**WORK ITEM**
Select every line below containing the word "highway".

BEGIN DATA PROVIDED

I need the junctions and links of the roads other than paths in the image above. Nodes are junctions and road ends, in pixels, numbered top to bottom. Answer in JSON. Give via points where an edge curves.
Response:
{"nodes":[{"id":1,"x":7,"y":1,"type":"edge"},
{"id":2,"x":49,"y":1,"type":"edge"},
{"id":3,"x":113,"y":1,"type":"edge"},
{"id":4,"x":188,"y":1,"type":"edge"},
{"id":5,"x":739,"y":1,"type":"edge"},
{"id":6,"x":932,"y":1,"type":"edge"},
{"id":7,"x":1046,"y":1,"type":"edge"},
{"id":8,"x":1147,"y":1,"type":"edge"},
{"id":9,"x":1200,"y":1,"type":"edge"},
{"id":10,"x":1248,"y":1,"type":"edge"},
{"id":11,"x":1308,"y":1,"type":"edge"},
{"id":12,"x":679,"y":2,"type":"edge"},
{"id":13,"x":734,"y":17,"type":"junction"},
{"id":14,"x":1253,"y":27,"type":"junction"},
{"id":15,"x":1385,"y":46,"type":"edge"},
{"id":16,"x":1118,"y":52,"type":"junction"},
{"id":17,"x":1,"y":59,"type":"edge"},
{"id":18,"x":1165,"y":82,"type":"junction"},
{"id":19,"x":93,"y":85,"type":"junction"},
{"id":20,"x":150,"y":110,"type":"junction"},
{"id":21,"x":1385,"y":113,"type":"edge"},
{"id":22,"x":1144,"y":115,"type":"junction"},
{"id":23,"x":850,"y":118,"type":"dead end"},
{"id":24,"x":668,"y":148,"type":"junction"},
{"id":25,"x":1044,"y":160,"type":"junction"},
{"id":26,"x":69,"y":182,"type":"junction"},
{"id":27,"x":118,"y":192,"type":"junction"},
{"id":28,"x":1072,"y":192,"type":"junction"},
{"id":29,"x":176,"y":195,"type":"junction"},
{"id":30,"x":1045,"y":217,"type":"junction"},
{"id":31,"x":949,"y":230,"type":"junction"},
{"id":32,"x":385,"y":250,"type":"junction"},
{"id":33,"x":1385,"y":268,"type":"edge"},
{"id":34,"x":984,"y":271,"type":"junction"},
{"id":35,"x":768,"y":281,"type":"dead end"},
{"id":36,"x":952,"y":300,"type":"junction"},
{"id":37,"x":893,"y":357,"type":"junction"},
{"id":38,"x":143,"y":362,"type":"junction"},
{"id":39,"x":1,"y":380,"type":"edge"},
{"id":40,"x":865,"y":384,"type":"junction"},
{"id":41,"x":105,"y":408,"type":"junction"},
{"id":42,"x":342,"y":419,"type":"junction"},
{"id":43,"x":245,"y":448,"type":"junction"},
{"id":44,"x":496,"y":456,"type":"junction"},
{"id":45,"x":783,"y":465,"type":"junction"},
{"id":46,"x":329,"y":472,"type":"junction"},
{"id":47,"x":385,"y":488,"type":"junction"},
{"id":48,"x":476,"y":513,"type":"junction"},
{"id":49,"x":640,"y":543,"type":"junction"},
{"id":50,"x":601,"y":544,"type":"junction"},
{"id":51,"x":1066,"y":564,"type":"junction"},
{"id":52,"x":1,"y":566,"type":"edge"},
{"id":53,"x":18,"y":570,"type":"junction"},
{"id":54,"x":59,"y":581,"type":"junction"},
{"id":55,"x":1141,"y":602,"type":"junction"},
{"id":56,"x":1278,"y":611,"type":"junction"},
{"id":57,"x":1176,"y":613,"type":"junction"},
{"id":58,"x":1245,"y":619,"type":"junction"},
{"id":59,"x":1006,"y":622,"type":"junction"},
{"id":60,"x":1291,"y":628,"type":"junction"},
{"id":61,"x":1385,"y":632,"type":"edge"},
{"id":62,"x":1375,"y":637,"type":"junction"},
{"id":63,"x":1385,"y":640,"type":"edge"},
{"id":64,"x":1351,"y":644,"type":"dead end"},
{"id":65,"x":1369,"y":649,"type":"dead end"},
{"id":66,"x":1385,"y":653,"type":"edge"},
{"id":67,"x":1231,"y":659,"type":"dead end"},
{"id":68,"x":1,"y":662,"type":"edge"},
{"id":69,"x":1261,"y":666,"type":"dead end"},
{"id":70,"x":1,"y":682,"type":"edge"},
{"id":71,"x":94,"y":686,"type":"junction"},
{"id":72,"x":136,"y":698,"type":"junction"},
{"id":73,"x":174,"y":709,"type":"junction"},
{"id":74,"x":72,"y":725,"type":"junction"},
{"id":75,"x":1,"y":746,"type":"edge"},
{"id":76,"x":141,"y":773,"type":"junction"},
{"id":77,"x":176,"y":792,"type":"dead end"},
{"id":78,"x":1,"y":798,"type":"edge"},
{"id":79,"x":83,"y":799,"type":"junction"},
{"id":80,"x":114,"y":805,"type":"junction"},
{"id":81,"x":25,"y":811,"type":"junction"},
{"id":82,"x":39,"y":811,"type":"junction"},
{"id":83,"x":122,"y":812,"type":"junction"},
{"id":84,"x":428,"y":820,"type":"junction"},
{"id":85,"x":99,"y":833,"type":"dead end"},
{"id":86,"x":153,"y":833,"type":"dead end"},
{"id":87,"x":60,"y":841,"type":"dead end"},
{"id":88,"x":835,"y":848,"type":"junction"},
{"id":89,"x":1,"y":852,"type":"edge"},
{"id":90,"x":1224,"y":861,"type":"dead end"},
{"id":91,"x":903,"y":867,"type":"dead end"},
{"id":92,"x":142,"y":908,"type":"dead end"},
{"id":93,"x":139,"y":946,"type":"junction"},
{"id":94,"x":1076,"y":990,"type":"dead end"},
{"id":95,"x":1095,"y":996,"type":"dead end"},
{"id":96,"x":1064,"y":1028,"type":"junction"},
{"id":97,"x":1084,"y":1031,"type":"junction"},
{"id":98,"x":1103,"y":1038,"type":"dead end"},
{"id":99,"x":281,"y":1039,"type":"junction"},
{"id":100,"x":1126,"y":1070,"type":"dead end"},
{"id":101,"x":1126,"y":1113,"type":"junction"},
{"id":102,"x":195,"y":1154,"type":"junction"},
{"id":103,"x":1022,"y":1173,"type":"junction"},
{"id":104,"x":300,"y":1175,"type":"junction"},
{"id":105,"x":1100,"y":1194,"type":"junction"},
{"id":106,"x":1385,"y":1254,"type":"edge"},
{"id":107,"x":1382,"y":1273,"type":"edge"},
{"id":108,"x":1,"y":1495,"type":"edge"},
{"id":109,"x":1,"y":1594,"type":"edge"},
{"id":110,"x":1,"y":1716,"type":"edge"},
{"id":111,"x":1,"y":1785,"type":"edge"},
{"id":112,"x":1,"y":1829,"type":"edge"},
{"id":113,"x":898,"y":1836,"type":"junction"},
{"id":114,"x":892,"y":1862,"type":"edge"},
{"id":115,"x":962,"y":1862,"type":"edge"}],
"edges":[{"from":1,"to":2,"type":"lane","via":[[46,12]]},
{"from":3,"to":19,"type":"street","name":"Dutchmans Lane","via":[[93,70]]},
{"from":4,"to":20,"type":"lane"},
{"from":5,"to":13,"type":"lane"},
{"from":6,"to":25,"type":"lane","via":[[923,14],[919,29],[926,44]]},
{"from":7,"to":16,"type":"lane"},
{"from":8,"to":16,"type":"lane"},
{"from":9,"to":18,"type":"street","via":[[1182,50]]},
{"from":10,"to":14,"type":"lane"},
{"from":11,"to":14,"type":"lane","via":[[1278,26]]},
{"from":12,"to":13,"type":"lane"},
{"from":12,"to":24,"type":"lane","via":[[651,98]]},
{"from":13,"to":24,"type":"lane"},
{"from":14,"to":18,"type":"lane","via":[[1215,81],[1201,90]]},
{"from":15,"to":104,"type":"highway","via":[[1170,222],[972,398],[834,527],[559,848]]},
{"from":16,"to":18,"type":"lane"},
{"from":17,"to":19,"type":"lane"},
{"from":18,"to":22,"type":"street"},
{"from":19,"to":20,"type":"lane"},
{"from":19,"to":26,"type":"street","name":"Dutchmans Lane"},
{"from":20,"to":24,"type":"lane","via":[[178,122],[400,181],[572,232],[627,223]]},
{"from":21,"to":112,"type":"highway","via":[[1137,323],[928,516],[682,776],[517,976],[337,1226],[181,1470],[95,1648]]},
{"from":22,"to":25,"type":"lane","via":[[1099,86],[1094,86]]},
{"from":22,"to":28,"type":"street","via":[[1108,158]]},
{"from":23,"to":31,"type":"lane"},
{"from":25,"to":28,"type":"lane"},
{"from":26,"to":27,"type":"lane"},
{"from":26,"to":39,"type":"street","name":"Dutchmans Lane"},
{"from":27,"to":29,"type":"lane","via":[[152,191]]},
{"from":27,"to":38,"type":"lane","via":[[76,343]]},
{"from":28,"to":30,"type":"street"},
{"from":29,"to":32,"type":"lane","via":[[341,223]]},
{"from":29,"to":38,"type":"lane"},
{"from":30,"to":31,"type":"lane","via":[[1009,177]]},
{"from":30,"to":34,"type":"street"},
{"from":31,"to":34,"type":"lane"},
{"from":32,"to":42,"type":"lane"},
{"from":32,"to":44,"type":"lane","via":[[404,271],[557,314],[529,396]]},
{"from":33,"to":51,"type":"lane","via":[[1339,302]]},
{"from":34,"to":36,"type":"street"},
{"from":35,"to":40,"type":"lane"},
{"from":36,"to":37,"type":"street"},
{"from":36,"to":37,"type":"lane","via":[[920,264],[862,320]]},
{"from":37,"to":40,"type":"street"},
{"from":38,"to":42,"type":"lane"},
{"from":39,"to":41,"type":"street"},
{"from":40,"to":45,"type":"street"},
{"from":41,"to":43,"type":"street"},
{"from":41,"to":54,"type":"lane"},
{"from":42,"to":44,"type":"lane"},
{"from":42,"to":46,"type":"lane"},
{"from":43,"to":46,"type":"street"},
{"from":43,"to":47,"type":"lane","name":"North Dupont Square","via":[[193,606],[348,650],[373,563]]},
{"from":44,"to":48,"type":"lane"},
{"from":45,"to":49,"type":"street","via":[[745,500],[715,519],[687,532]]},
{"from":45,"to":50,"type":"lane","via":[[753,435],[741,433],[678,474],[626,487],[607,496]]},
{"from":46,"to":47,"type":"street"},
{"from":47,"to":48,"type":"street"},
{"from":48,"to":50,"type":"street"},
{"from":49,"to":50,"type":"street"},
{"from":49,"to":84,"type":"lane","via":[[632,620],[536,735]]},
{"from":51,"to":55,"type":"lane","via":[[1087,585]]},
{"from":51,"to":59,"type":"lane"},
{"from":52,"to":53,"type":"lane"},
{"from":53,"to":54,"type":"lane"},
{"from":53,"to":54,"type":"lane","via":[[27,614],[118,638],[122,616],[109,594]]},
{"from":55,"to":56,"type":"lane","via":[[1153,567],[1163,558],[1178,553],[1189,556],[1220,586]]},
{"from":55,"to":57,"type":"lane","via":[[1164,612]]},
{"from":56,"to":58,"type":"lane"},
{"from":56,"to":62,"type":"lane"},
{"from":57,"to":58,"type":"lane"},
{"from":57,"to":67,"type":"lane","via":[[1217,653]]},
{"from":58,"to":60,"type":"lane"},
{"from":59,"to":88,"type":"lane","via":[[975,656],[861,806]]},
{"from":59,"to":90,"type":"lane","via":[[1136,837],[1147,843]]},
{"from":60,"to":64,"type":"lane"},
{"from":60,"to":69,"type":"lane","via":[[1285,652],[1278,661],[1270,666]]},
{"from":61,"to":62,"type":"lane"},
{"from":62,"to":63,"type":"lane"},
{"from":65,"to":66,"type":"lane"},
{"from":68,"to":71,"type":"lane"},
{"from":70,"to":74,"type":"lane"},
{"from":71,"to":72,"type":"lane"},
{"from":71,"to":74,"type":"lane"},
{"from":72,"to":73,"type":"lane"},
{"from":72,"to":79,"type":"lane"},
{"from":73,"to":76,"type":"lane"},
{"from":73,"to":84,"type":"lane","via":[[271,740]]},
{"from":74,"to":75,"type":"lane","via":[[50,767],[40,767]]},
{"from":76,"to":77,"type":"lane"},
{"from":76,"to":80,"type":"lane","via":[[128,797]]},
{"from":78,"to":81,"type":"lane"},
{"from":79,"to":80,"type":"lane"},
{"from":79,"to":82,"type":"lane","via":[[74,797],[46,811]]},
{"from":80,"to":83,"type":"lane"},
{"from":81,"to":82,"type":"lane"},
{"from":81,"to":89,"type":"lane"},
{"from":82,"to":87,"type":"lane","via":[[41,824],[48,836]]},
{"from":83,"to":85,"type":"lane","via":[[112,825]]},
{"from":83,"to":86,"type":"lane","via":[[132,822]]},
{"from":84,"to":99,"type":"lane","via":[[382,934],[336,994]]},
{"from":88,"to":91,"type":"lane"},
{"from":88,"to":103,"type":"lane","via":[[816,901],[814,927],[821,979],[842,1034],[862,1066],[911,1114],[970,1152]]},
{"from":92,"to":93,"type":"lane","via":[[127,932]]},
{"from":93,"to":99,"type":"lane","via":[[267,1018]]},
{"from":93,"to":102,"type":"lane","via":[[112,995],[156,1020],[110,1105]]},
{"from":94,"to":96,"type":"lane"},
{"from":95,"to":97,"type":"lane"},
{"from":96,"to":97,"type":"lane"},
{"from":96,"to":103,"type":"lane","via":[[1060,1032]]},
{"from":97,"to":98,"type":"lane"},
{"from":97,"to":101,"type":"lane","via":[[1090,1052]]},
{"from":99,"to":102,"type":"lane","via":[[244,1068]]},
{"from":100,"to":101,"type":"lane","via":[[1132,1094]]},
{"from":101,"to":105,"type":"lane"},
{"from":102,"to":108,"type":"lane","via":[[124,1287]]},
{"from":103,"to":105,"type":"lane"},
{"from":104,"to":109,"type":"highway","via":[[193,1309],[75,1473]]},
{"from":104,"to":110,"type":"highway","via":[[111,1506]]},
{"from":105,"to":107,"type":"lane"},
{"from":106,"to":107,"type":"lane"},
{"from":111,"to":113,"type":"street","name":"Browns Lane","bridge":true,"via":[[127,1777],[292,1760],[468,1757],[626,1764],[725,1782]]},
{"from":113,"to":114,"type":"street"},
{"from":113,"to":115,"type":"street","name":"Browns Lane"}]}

END DATA PROVIDED

**TASK RESPONSE**
{"from":15,"to":104,"type":"highway","via":[[1170,222],[972,398],[834,527],[559,848]]},
{"from":21,"to":112,"type":"highway","via":[[1137,323],[928,516],[682,776],[517,976],[337,1226],[181,1470],[95,1648]]},
{"from":104,"to":109,"type":"highway","via":[[193,1309],[75,1473]]},
{"from":104,"to":110,"type":"highway","via":[[111,1506]]},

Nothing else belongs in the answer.